**TASK ITEM**
Each record is to be printed exactly as given, down to the last mark.

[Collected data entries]
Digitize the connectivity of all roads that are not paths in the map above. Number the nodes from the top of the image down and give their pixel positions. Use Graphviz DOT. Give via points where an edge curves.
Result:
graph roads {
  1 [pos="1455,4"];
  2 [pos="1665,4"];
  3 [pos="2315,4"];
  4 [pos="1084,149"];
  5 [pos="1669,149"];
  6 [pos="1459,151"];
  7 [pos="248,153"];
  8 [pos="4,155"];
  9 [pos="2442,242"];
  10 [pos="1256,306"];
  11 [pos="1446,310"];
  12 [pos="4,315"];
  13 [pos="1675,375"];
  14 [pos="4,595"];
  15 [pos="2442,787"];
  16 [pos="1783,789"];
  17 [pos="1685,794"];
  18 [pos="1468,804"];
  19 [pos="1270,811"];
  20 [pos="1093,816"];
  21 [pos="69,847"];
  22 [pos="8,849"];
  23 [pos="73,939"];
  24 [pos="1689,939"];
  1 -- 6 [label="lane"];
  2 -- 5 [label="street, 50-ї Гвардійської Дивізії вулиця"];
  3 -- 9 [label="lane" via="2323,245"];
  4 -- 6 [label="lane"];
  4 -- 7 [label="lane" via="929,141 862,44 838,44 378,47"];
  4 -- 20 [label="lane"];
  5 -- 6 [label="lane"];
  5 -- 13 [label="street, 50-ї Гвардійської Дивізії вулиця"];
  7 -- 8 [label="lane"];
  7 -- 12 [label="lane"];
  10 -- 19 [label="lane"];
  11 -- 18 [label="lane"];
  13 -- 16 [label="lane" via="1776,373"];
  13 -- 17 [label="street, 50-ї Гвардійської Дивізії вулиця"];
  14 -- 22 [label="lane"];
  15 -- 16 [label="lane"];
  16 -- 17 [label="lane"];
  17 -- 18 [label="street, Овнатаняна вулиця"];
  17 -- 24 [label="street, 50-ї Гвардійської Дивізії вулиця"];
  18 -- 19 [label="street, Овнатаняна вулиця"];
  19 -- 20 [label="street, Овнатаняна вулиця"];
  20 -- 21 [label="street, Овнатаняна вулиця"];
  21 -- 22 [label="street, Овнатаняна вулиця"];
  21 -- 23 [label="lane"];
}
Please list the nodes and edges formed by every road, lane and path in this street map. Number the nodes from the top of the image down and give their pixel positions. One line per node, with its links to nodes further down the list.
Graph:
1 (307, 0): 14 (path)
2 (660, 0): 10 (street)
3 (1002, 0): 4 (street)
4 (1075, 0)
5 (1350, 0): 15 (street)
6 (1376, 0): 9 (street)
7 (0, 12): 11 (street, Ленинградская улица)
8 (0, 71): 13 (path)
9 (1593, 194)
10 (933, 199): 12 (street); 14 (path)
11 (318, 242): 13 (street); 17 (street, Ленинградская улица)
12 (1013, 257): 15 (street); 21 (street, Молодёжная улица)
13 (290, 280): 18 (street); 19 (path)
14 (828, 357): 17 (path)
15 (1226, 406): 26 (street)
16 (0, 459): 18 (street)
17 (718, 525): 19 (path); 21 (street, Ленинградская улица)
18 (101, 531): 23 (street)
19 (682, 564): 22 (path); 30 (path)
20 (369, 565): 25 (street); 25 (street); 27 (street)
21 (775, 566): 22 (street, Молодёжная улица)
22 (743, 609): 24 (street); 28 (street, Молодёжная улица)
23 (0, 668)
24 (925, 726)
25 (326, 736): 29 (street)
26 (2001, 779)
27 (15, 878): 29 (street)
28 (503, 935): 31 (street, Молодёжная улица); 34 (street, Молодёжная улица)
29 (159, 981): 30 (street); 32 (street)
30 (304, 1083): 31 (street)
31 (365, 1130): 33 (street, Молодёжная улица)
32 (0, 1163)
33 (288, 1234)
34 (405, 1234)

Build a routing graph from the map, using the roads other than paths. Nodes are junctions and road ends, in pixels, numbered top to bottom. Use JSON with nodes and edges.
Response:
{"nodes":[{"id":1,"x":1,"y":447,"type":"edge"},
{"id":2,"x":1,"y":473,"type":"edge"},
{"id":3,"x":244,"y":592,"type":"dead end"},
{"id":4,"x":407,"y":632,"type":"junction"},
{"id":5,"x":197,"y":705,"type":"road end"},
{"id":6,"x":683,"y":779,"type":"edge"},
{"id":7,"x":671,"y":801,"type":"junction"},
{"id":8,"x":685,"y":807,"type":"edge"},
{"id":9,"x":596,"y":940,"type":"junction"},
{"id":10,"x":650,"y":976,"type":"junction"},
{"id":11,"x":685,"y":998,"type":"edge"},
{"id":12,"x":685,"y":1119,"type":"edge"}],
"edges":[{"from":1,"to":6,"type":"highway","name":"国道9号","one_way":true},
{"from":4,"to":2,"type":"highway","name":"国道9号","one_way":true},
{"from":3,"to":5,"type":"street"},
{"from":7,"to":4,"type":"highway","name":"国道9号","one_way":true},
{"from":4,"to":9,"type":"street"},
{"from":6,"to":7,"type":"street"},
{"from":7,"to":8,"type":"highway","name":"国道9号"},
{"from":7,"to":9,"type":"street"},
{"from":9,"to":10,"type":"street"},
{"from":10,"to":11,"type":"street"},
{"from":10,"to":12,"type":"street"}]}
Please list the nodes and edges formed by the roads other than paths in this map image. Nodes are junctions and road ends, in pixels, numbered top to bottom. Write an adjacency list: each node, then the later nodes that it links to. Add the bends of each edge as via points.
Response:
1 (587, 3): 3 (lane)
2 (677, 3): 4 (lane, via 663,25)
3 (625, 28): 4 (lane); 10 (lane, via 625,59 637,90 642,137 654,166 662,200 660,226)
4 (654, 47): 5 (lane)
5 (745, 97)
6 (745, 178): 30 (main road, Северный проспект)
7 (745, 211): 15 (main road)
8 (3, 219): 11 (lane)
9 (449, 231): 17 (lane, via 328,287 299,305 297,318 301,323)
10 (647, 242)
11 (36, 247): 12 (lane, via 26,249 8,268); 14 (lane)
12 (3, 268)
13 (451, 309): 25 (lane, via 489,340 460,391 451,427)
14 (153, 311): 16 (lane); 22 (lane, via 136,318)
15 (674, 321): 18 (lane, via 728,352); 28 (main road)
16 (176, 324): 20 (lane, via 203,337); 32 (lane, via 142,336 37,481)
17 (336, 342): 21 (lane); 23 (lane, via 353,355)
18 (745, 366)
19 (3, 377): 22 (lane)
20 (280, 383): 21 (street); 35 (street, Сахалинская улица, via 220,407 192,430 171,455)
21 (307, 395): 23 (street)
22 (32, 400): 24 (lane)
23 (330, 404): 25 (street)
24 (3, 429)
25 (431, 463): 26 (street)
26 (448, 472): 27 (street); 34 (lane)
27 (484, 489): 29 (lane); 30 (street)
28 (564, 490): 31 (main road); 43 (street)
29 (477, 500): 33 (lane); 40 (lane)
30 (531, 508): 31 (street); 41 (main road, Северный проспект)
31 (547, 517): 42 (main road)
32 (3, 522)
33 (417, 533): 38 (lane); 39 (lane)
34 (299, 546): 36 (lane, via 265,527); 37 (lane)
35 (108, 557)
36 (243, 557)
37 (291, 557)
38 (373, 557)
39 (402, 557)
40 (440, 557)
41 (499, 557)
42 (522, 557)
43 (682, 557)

**RESULT OF THIS EXERCISE**
Digitize the connectivity of all roads that are not paths in the map above. Number the nodes from the top of the image down and give their pixel positions. Use Graphviz DOT. Give via points where an edge curves.
Result:
graph roads {
  1 [pos="1455,4"];
  2 [pos="1665,4"];
  3 [pos="2315,4"];
  4 [pos="1084,149"];
  5 [pos="1669,149"];
  6 [pos="1459,151"];
  7 [pos="248,153"];
  8 [pos="4,155"];
  9 [pos="2442,242"];
  10 [pos="1256,306"];
  11 [pos="1446,310"];
  12 [pos="4,315"];
  13 [pos="1675,375"];
  14 [pos="4,595"];
  15 [pos="2442,787"];
  16 [pos="1783,789"];
  17 [pos="1685,794"];
  18 [pos="1468,804"];
  19 [pos="1270,811"];
  20 [pos="1093,816"];
  21 [pos="69,847"];
  22 [pos="8,849"];
  23 [pos="73,939"];
  24 [pos="1689,939"];
  1 -- 6 [label="lane"];
  2 -- 5 [label="street, 50-ї Гвардійської Дивізії вулиця"];
  3 -- 9 [label="lane" via="2323,245"];
  4 -- 6 [label="lane"];
  4 -- 7 [label="lane" via="929,141 862,44 838,44 378,47"];
  4 -- 20 [label="lane"];
  5 -- 6 [label="lane"];
  5 -- 13 [label="street, 50-ї Гвардійської Дивізії вулиця"];
  7 -- 8 [label="lane"];
  7 -- 12 [label="lane"];
  10 -- 19 [label="lane"];
  11 -- 18 [label="lane"];
  13 -- 16 [label="lane" via="1776,373"];
  13 -- 17 [label="street, 50-ї Гвардійської Дивізії вулиця"];
  14 -- 22 [label="lane"];
  15 -- 16 [label="lane"];
  16 -- 17 [label="lane"];
  17 -- 18 [label="street, Овнатаняна вулиця"];
  17 -- 24 [label="street, 50-ї Гвардійської Дивізії вулиця"];
  18 -- 19 [label="street, Овнатаняна вулиця"];
  19 -- 20 [label="street, Овнатаняна вулиця"];
  20 -- 21 [label="street, Овнатаняна вулиця"];
  21 -- 22 [label="street, Овнатаняна вулиця"];
  21 -- 23 [label="lane"];
}
Please list the nodes and edges formed by every road, lane and path in this street map. Number the nodes from the top of the image down and give their pixel positions. One line per node, with its links to nodes further down the list.
Graph:
1 (307, 0): 14 (path)
2 (660, 0): 10 (street)
3 (1002, 0): 4 (street)
4 (1075, 0)
5 (1350, 0): 15 (street)
6 (1376, 0): 9 (street)
7 (0, 12): 11 (street, Ленинградская улица)
8 (0, 71): 13 (path)
9 (1593, 194)
10 (933, 199): 12 (street); 14 (path)
11 (318, 242): 13 (street); 17 (street, Ленинградская улица)
12 (1013, 257): 15 (street); 21 (street, Молодёжная улица)
13 (290, 280): 18 (street); 19 (path)
14 (828, 357): 17 (path)
15 (1226, 406): 26 (street)
16 (0, 459): 18 (street)
17 (718, 525): 19 (path); 21 (street, Ленинградская улица)
18 (101, 531): 23 (street)
19 (682, 564): 22 (path); 30 (path)
20 (369, 565): 25 (street); 25 (street); 27 (street)
21 (775, 566): 22 (street, Молодёжная улица)
22 (743, 609): 24 (street); 28 (street, Молодёжная улица)
23 (0, 668)
24 (925, 726)
25 (326, 736): 29 (street)
26 (2001, 779)
27 (15, 878): 29 (street)
28 (503, 935): 31 (street, Молодёжная улица); 34 (street, Молодёжная улица)
29 (159, 981): 30 (street); 32 (street)
30 (304, 1083): 31 (street)
31 (365, 1130): 33 (street, Молодёжная улица)
32 (0, 1163)
33 (288, 1234)
34 (405, 1234)

Build a routing graph from the map, using the roads other than paths. Nodes are junctions and road ends, in pixels, numbered top to bottom. Use JSON with nodes and edges.
Response:
{"nodes":[{"id":1,"x":1,"y":447,"type":"edge"},
{"id":2,"x":1,"y":473,"type":"edge"},
{"id":3,"x":244,"y":592,"type":"dead end"},
{"id":4,"x":407,"y":632,"type":"junction"},
{"id":5,"x":197,"y":705,"type":"road end"},
{"id":6,"x":683,"y":779,"type":"edge"},
{"id":7,"x":671,"y":801,"type":"junction"},
{"id":8,"x":685,"y":807,"type":"edge"},
{"id":9,"x":596,"y":940,"type":"junction"},
{"id":10,"x":650,"y":976,"type":"junction"},
{"id":11,"x":685,"y":998,"type":"edge"},
{"id":12,"x":685,"y":1119,"type":"edge"}],
"edges":[{"from":1,"to":6,"type":"highway","name":"国道9号","one_way":true},
{"from":4,"to":2,"type":"highway","name":"国道9号","one_way":true},
{"from":3,"to":5,"type":"street"},
{"from":7,"to":4,"type":"highway","name":"国道9号","one_way":true},
{"from":4,"to":9,"type":"street"},
{"from":6,"to":7,"type":"street"},
{"from":7,"to":8,"type":"highway","name":"国道9号"},
{"from":7,"to":9,"type":"street"},
{"from":9,"to":10,"type":"street"},
{"from":10,"to":11,"type":"street"},
{"from":10,"to":12,"type":"street"}]}
Please list the nodes and edges formed by the roads other than paths in this map image. Nodes are junctions and road ends, in pixels, numbered top to bottom. Write an adjacency list: each node, then the later nodes that it links to. Add the bends of each edge as via points.
Response:
1 (587, 3): 3 (lane)
2 (677, 3): 4 (lane, via 663,25)
3 (625, 28): 4 (lane); 10 (lane, via 625,59 637,90 642,137 654,166 662,200 660,226)
4 (654, 47): 5 (lane)
5 (745, 97)
6 (745, 178): 30 (main road, Северный проспект)
7 (745, 211): 15 (main road)
8 (3, 219): 11 (lane)
9 (449, 231): 17 (lane, via 328,287 299,305 297,318 301,323)
10 (647, 242)
11 (36, 247): 12 (lane, via 26,249 8,268); 14 (lane)
12 (3, 268)
13 (451, 309): 25 (lane, via 489,340 460,391 451,427)
14 (153, 311): 16 (lane); 22 (lane, via 136,318)
15 (674, 321): 18 (lane, via 728,352); 28 (main road)
16 (176, 324): 20 (lane, via 203,337); 32 (lane, via 142,336 37,481)
17 (336, 342): 21 (lane); 23 (lane, via 353,355)
18 (745, 366)
19 (3, 377): 22 (lane)
20 (280, 383): 21 (street); 35 (street, Сахалинская улица, via 220,407 192,430 171,455)
21 (307, 395): 23 (street)
22 (32, 400): 24 (lane)
23 (330, 404): 25 (street)
24 (3, 429)
25 (431, 463): 26 (street)
26 (448, 472): 27 (street); 34 (lane)
27 (484, 489): 29 (lane); 30 (street)
28 (564, 490): 31 (main road); 43 (street)
29 (477, 500): 33 (lane); 40 (lane)
30 (531, 508): 31 (street); 41 (main road, Северный проспект)
31 (547, 517): 42 (main road)
32 (3, 522)
33 (417, 533): 38 (lane); 39 (lane)
34 (299, 546): 36 (lane, via 265,527); 37 (lane)
35 (108, 557)
36 (243, 557)
37 (291, 557)
38 (373, 557)
39 (402, 557)
40 (440, 557)
41 (499, 557)
42 (522, 557)
43 (682, 557)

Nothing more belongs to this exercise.